5 credits when fetched over HTTP, 7 credits when Gyrence escalates to the headless browser. Charged once per call regardless of model response length. See Notes for the full list of escalation triggers.

Limits & known behavior
  • Content is truncated. Only the first 12,000 characters of converted Markdown are sent to the model. Long pages have their tail dropped — narrow the URL (e.g. a product page, not a catalog) for best results.
  • Prompt + page content compete for context. Long prompts reduce the page content the model sees. Aim for prompts under 500 characters; let the schema do the structural work and the prompt focus on what to extract, not how.
  • JSON guarantee is best-effort.
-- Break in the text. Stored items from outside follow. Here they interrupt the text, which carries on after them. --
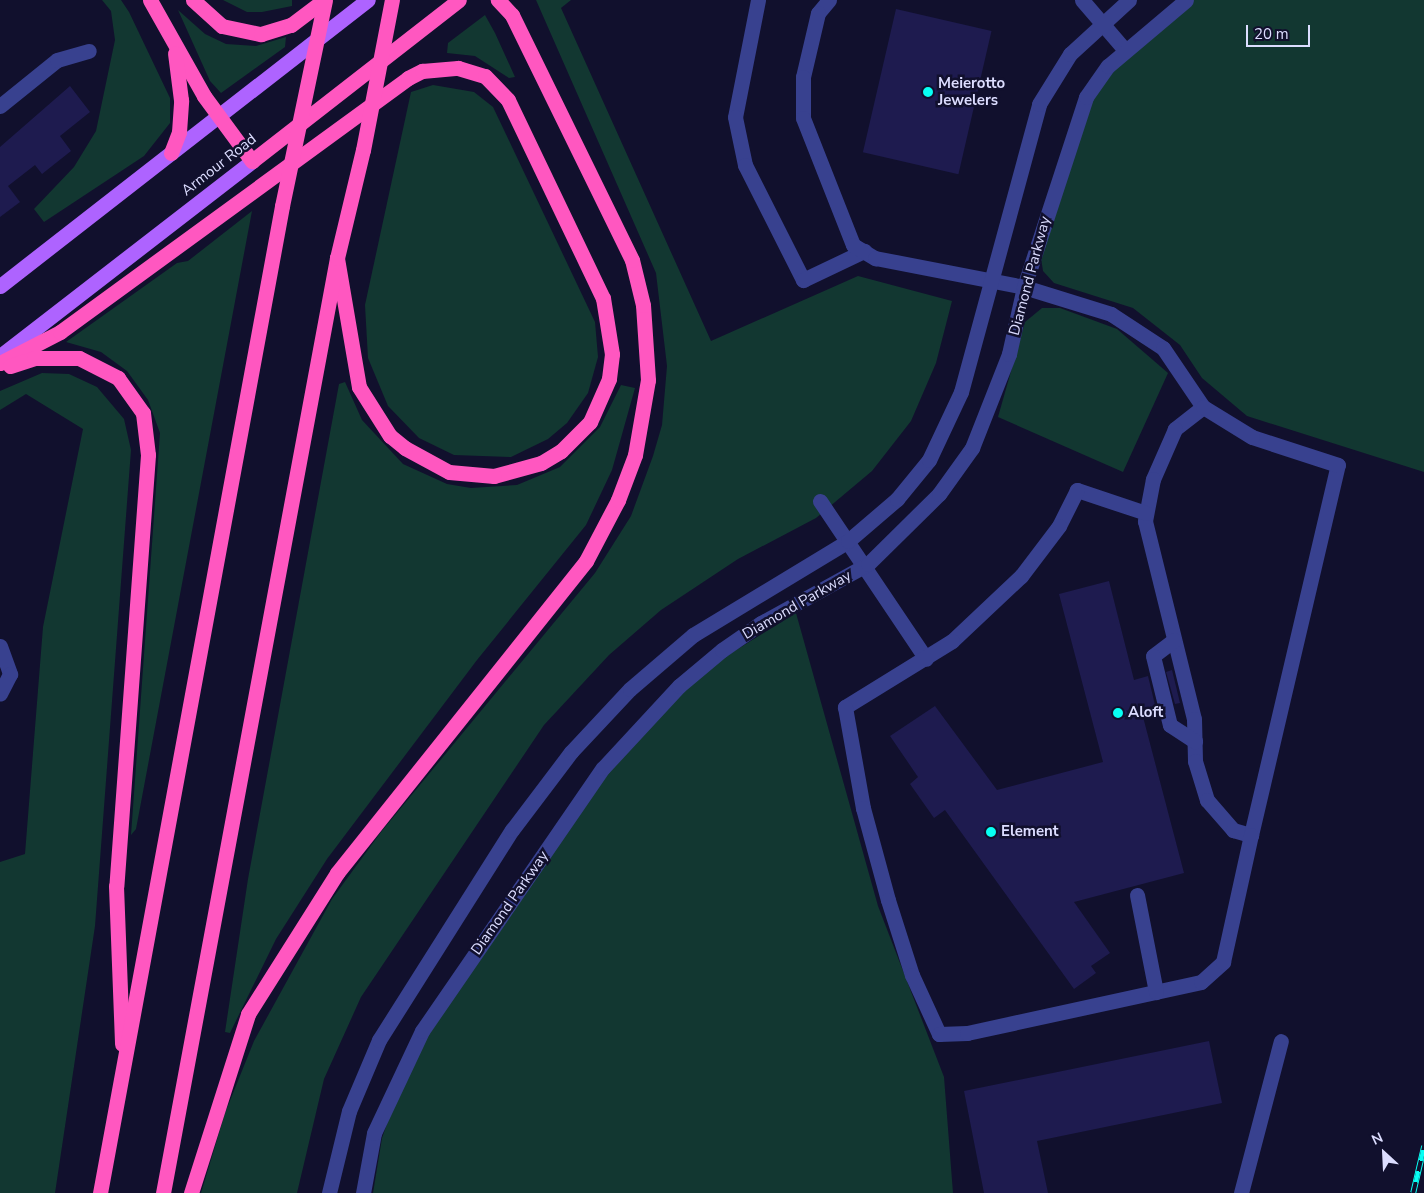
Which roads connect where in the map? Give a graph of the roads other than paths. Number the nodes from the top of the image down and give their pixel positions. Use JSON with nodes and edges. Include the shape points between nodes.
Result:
{"nodes":[{"id":1,"x":150,"y":0,"type":"edge"},
{"id":2,"x":193,"y":0,"type":"edge"},
{"id":3,"x":325,"y":0,"type":"edge"},
{"id":4,"x":368,"y":0,"type":"edge"},
{"id":5,"x":392,"y":0,"type":"edge"},
{"id":6,"x":459,"y":0,"type":"edge"},
{"id":7,"x":498,"y":0,"type":"edge"},
{"id":8,"x":758,"y":0,"type":"edge"},
{"id":9,"x":829,"y":0,"type":"edge"},
{"id":10,"x":1082,"y":0,"type":"edge"},
{"id":11,"x":1129,"y":0,"type":"edge"},
{"id":12,"x":1186,"y":0,"type":"edge"},
{"id":13,"x":1101,"y":23,"type":"junction"},
{"id":14,"x":174,"y":46,"type":"junction"},
{"id":15,"x":1125,"y":50,"type":"junction"},
{"id":16,"x":89,"y":51,"type":"dead end"},
{"id":17,"x":0,"y":106,"type":"edge"},
{"id":18,"x":218,"y":117,"type":"junction"},
{"id":19,"x":171,"y":153,"type":"junction"},
{"id":20,"x":252,"y":161,"type":"junction"},
{"id":21,"x":864,"y":251,"type":"junction"},
{"id":22,"x":337,"y":258,"type":"junction"},
{"id":23,"x":991,"y":280,"type":"junction"},
{"id":24,"x":0,"y":286,"type":"edge"},
{"id":25,"x":1024,"y":287,"type":"junction"},
{"id":26,"x":0,"y":356,"type":"edge"},
{"id":27,"x":0,"y":363,"type":"edge"},
{"id":28,"x":0,"y":371,"type":"edge"},
{"id":29,"x":1203,"y":407,"type":"junction"},
{"id":30,"x":820,"y":501,"type":"dead end"},
{"id":31,"x":1146,"y":513,"type":"junction"},
{"id":32,"x":848,"y":541,"type":"junction"},
{"id":33,"x":865,"y":566,"type":"junction"},
{"id":34,"x":1174,"y":640,"type":"junction"},
{"id":35,"x":0,"y":646,"type":"edge"},
{"id":36,"x":926,"y":659,"type":"junction"},
{"id":37,"x":0,"y":694,"type":"edge"},
{"id":38,"x":1195,"y":741,"type":"junction"},
{"id":39,"x":1251,"y":835,"type":"junction"},
{"id":40,"x":1137,"y":895,"type":"dead end"},
{"id":41,"x":1156,"y":992,"type":"junction"},
{"id":42,"x":1281,"y":1041,"type":"dead end"},
{"id":43,"x":123,"y":1072,"type":"junction"},
{"id":44,"x":100,"y":1193,"type":"edge"},
{"id":45,"x":163,"y":1193,"type":"edge"},
{"id":46,"x":191,"y":1193,"type":"edge"},
{"id":47,"x":329,"y":1193,"type":"edge"},
{"id":48,"x":363,"y":1193,"type":"edge"},
{"id":49,"x":1241,"y":1193,"type":"edge"}],
"edges":[{"from":1,"to":14,"type":"highway"},
{"from":2,"to":3,"type":"highway","via":[[222,26],[261,34],[291,25]]},
{"from":3,"to":43,"type":"highway","bridge":true,"via":[[282,206]]},
{"from":4,"to":18,"type":"main road"},
{"from":5,"to":22,"type":"highway","bridge":true,"via":[[363,150]]},
{"from":6,"to":20,"type":"highway","name":"Armour Road"},
{"from":7,"to":46,"type":"highway","via":[[512,15],[632,260],[643,305],[648,380],[635,454],[618,500],[586,561],[337,873],[248,1014]]},
{"from":8,"to":21,"type":"street","via":[[735,117],[745,165],[803,280]]},
{"from":9,"to":21,"type":"street","via":[[818,13],[803,77],[803,118],[840,218],[853,245]]},
{"from":10,"to":13,"type":"street"},
{"from":11,"to":13,"type":"street","name":"Diamond Parkway"},
{"from":12,"to":15,"type":"street","name":"Diamond Parkway"},
{"from":13,"to":15,"type":"street"},
{"from":13,"to":23,"type":"street","name":"Diamond Parkway","via":[[1070,54],[1039,104]]},
{"from":14,"to":18,"type":"highway"},
{"from":14,"to":19,"type":"highway","via":[[181,100],[179,132]]},
{"from":15,"to":25,"type":"street","name":"Diamond Parkway","via":[[1108,66],[1077,119]]},
{"from":16,"to":17,"type":"street","via":[[57,60]]},
{"from":18,"to":19,"type":"main road"},
{"from":18,"to":20,"type":"highway"},
{"from":19,"to":24,"type":"main road"},
{"from":20,"to":26,"type":"main road","name":"Armour Road"},
{"from":21,"to":23,"type":"street","via":[[874,258]]},
{"from":22,"to":27,"type":"highway","via":[[359,387],[390,436],[405,448],[449,472],[494,476],[541,463],[562,451],[590,422],[609,379],[612,354],[604,298],[508,100],[485,76],[458,68],[422,71],[408,78],[60,332]]},
{"from":22,"to":45,"type":"highway"},
{"from":23,"to":25,"type":"street"},
{"from":23,"to":32,"type":"street","name":"Diamond Parkway","via":[[961,392],[944,435],[897,499]]},
{"from":25,"to":29,"type":"street","via":[[1111,314],[1163,348]]},
{"from":25,"to":33,"type":"street","name":"Diamond Parkway","via":[[1009,354],[972,448],[909,528]]},
{"from":28,"to":43,"type":"highway","via":[[34,358],[79,358],[118,378],[143,413],[148,455],[116,886]]},
{"from":29,"to":31,"type":"street","via":[[1175,429],[1153,479]]},
{"from":29,"to":39,"type":"street","via":[[1252,437],[1338,465]]},
{"from":30,"to":32,"type":"street"},
{"from":31,"to":34,"type":"street"},
{"from":31,"to":36,"type":"street","via":[[1077,490],[1058,526],[1022,576],[952,641]]},
{"from":32,"to":33,"type":"street"},
{"from":32,"to":47,"type":"street","name":"Diamond Parkway","via":[[693,635],[596,724],[544,786],[379,1040],[349,1110]]},
{"from":33,"to":36,"type":"street"},
{"from":33,"to":48,"type":"street","name":"Diamond Parkway","via":[[761,623],[722,650],[679,686],[603,768],[422,1031],[374,1132]]},
{"from":34,"to":38,"type":"street","via":[[1194,719]]},
{"from":34,"to":38,"type":"street","via":[[1152,656],[1170,726]]},
{"from":35,"to":37,"type":"street","via":[[10,674]]},
{"from":36,"to":41,"type":"street","via":[[845,707],[863,808],[888,900],[912,975],[940,1034],[967,1033]]},
{"from":38,"to":39,"type":"street","via":[[1195,761],[1207,800],[1233,830]]},
{"from":39,"to":41,"type":"street","via":[[1223,962],[1201,982]]},
{"from":40,"to":41,"type":"street"},
{"from":42,"to":49,"type":"street"},
{"from":43,"to":44,"type":"highway"}]}
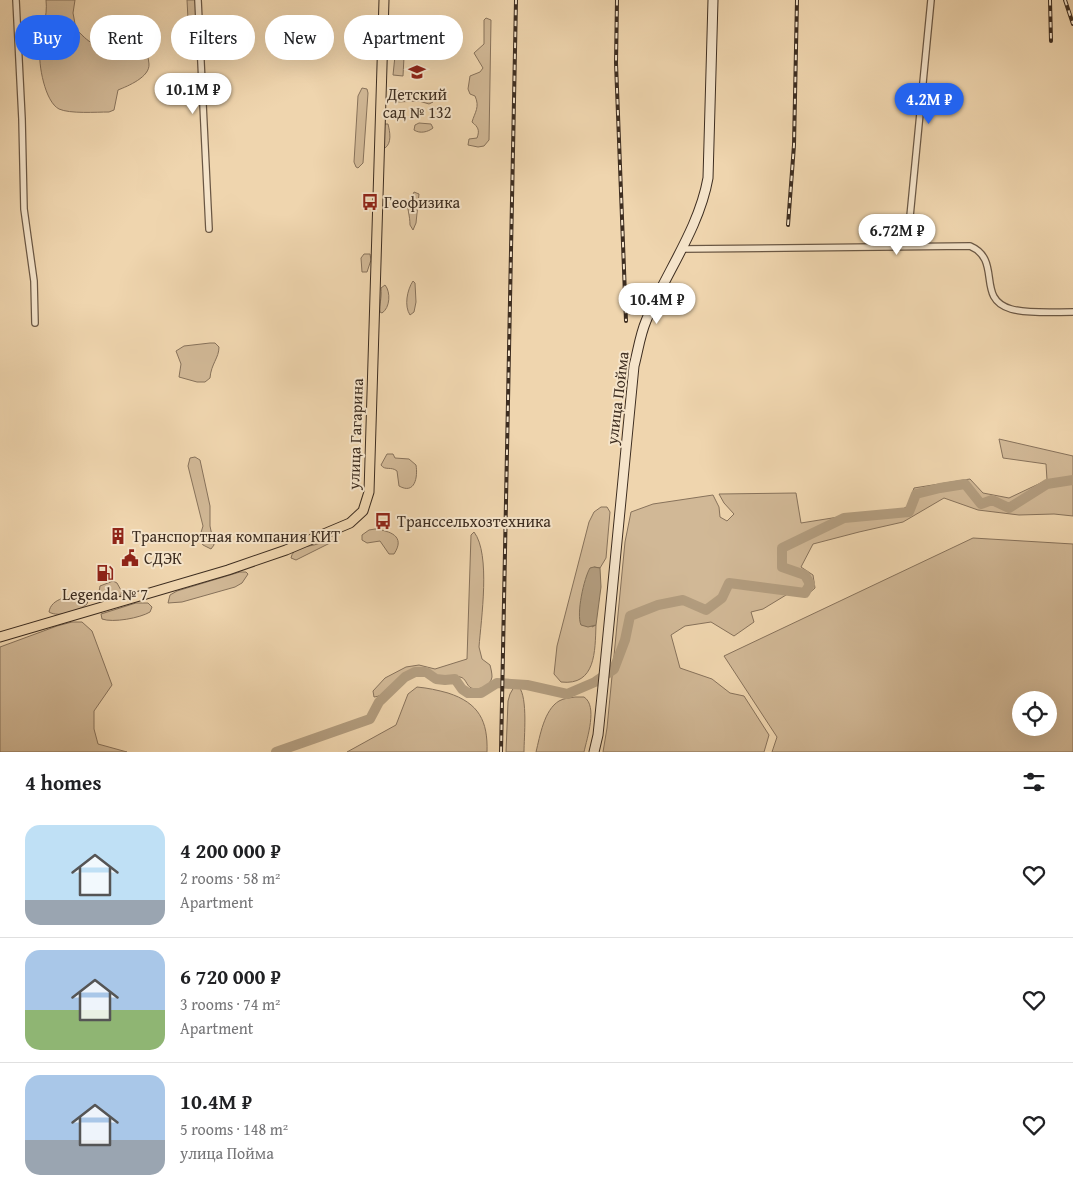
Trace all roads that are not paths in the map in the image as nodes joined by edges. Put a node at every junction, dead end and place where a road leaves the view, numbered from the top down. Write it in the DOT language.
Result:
graph roads {
  1 [pos="16,0"];
  2 [pos="198,0"];
  3 [pos="384,0"];
  4 [pos="713,0"];
  5 [pos="931,0"];
  6 [pos="209,229"];
  7 [pos="906,246"];
  8 [pos="682,248"];
  9 [pos="1073,312"];
  10 [pos="35,323"];
  11 [pos="0,637"];
  12 [pos="594,752"];
  1 -- 10 [label="street"];
  2 -- 6 [label="street"];
  3 -- 11 [label="main road, улица Гагарина"];
  4 -- 8 [label="main road, улица Пойма"];
  5 -- 7 [label="street"];
  7 -- 8 [label="street"];
  7 -- 9 [label="street"];
  8 -- 12 [label="main road, улица Пойма"];
}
The model is instructed to return strict JSON, but malformed output falls back to { "_raw": "<text>" }. Always handle that shape.
  • schema is a hint, not a validator. Gyrence does not enforce types on the model's output. Validate with your own Zod/JSON-schema layer if it matters.
  • One page per call. To extract across many URLs, fan out client-side (use /map to enumerate) and call /extract per URL.
  • Markdown fidelity. Tables and deeply nested lists may lose structure in HTML→Markdown conversion before the model sees them.

Notes

  • Model selection and prompting are handled by Gyrence. The system enforces strict JSON output — no prose, no markdown fences. Gyrence may update the underlying model over time to improve quality or reduce cost; the API contract (request/response shape) remains stable.
  • Fetch pipeline: identical to /fetch. HTTP first, with automatic escalation to the headless browser on any of: origin 403/429/503, network error (status 0), body < 500 chars, JS-shell markers (id="root">, id="__next">, <noscript>, etc.), or post-conversion content loss (HTML ≥ 1000 chars producing < 100 markdown chars). forceBrowser: true skips the HTTP attempt.
  • via drives pricing, not the input. Even without forceBrowser, an automatic escalation bills as browser (7 credits).
  • SSRF re-validation runs on the final URL after redirects, not just the input.
  • No retries on model failure. Garbled output is returned as _raw for your inspection rather than re-prompted server-side.
Try it

Test prompts and schemas live in the console at /app/extract — paste a URL, iterate on the prompt, copy the resulting JSON.